(Stored items)
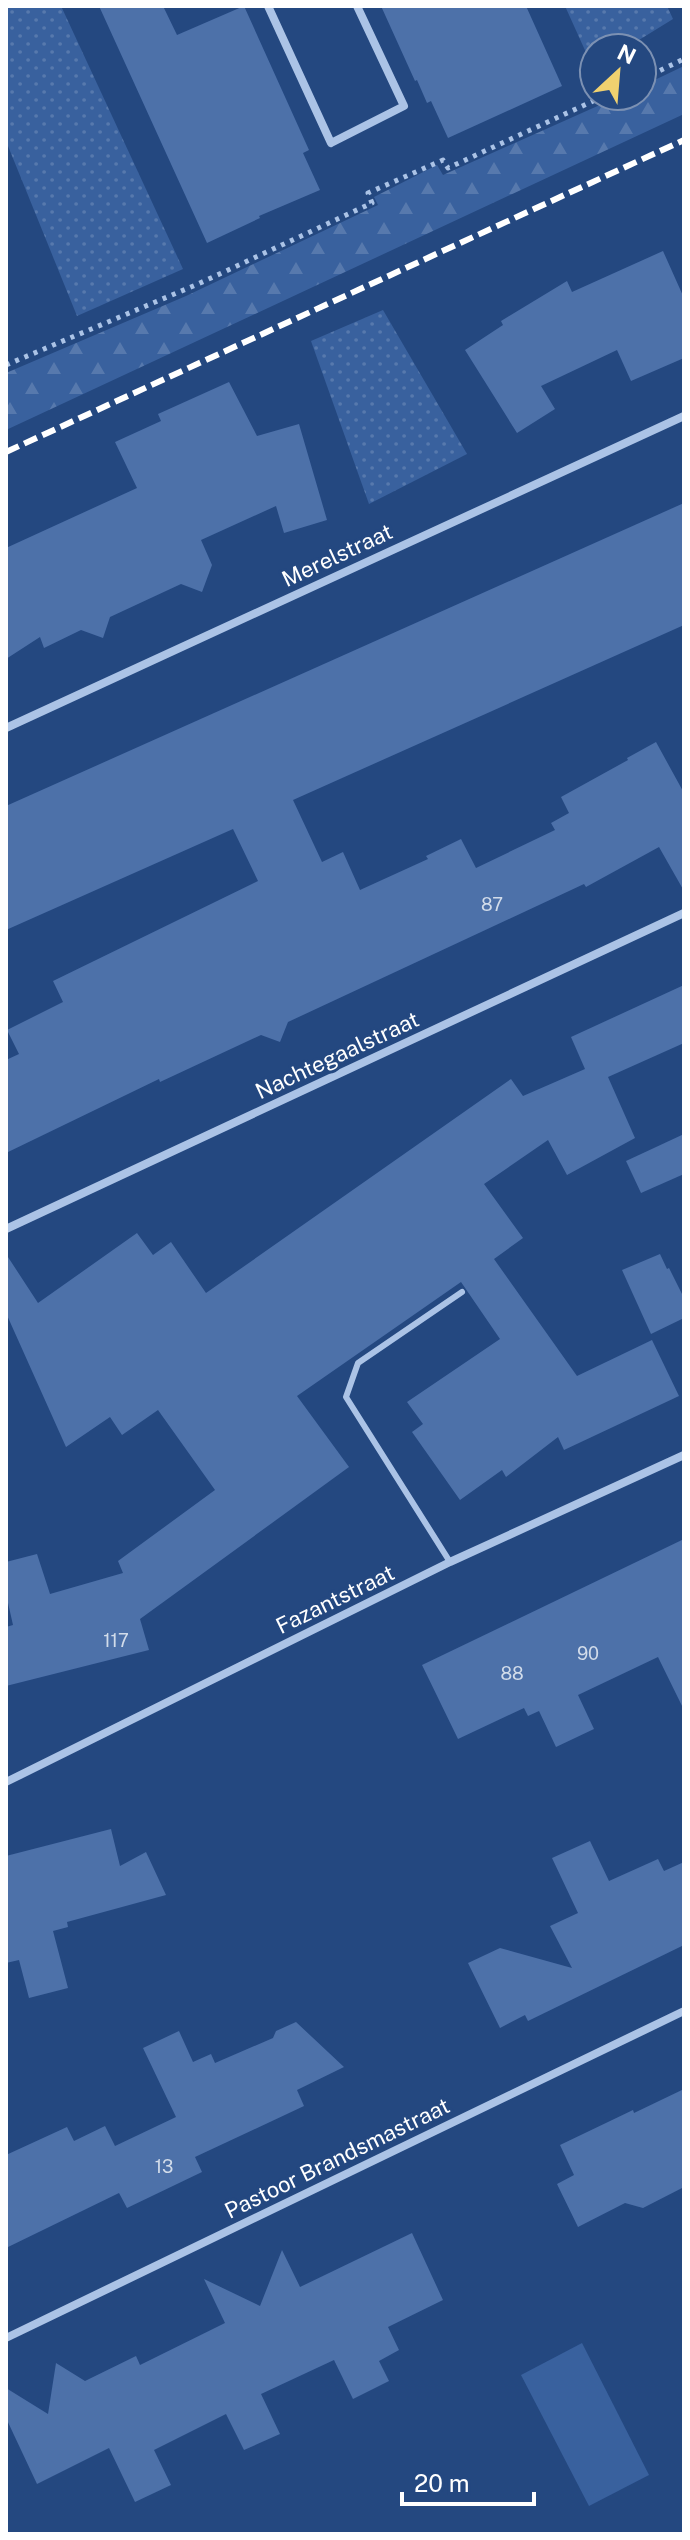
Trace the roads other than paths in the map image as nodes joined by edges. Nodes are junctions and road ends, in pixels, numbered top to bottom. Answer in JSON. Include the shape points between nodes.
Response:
{"nodes":[{"id":1,"x":268,"y":6,"type":"edge"},
{"id":2,"x":357,"y":6,"type":"edge"},
{"id":3,"x":684,"y":416,"type":"edge"},
{"id":4,"x":6,"y":728,"type":"edge"},
{"id":5,"x":684,"y":913,"type":"edge"},
{"id":6,"x":6,"y":1229,"type":"edge"},
{"id":7,"x":462,"y":1292,"type":"dead end"},
{"id":8,"x":684,"y":1455,"type":"edge"},
{"id":9,"x":450,"y":1562,"type":"junction"},
{"id":10,"x":6,"y":1782,"type":"edge"},
{"id":11,"x":684,"y":2011,"type":"edge"},
{"id":12,"x":6,"y":2338,"type":"edge"}],
"edges":[{"from":1,"to":2,"type":"street","via":[[331,143],[404,106]]},
{"from":3,"to":4,"type":"street","name":"Merelstraat"},
{"from":5,"to":6,"type":"street","name":"Nachtegaalstraat"},
{"from":7,"to":9,"type":"lane","via":[[358,1363],[346,1397]]},
{"from":8,"to":9,"type":"street","name":"Fazantstraat"},
{"from":9,"to":10,"type":"street","name":"Fazantstraat"},
{"from":11,"to":12,"type":"street","name":"Pastoor Brandsmastraat"}]}
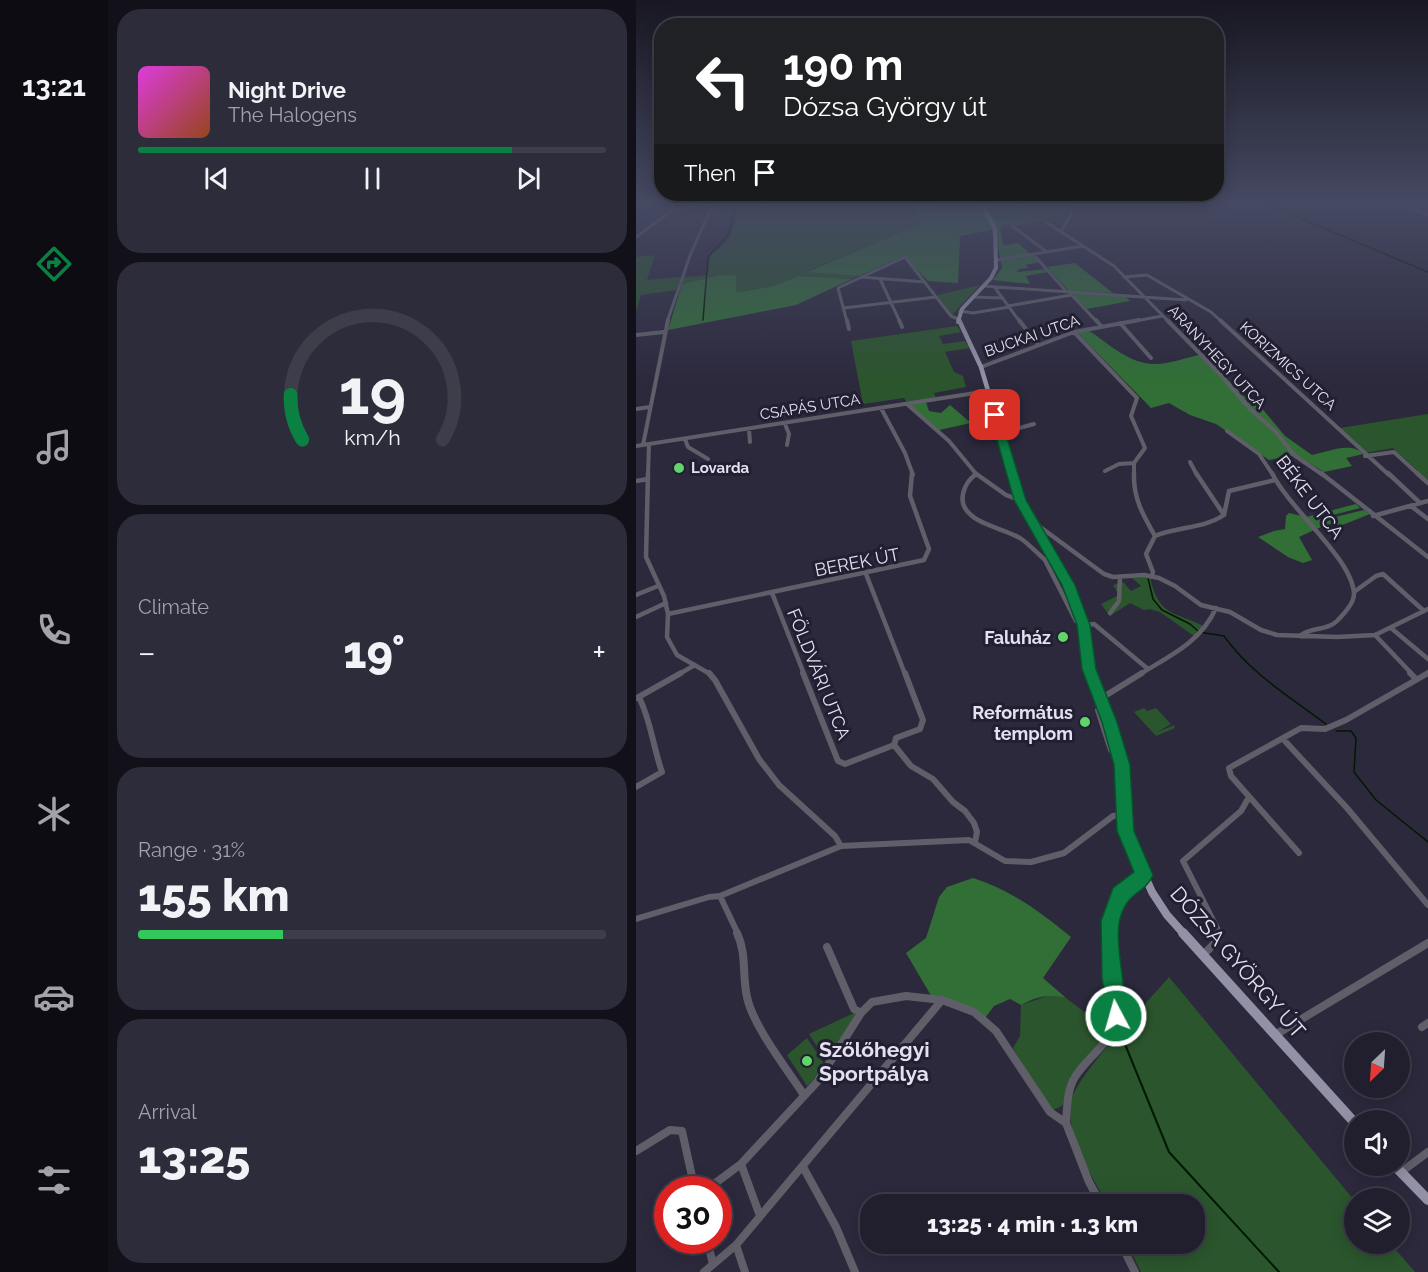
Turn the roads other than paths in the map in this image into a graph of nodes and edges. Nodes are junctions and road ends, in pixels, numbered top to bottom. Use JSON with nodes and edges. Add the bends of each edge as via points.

## Task description
Skip the pictures and give the entries above again word for word.

## Response
Trace the roads other than paths in the map image as nodes joined by edges. Nodes are junctions and road ends, in pixels, numbered top to bottom. Answer in JSON. Include the shape points between nodes.
Response:
{"nodes":[{"id":1,"x":268,"y":6,"type":"edge"},
{"id":2,"x":357,"y":6,"type":"edge"},
{"id":3,"x":684,"y":416,"type":"edge"},
{"id":4,"x":6,"y":728,"type":"edge"},
{"id":5,"x":684,"y":913,"type":"edge"},
{"id":6,"x":6,"y":1229,"type":"edge"},
{"id":7,"x":462,"y":1292,"type":"dead end"},
{"id":8,"x":684,"y":1455,"type":"edge"},
{"id":9,"x":450,"y":1562,"type":"junction"},
{"id":10,"x":6,"y":1782,"type":"edge"},
{"id":11,"x":684,"y":2011,"type":"edge"},
{"id":12,"x":6,"y":2338,"type":"edge"}],
"edges":[{"from":1,"to":2,"type":"street","via":[[331,143],[404,106]]},
{"from":3,"to":4,"type":"street","name":"Merelstraat"},
{"from":5,"to":6,"type":"street","name":"Nachtegaalstraat"},
{"from":7,"to":9,"type":"lane","via":[[358,1363],[346,1397]]},
{"from":8,"to":9,"type":"street","name":"Fazantstraat"},
{"from":9,"to":10,"type":"street","name":"Fazantstraat"},
{"from":11,"to":12,"type":"street","name":"Pastoor Brandsmastraat"}]}
Turn the roads other than paths in the map in this image into a graph of nodes and edges. Nodes are junctions and road ends, in pixels, numbered top to bottom. Use JSON with nodes and edges. Add the bends of each edge as via points.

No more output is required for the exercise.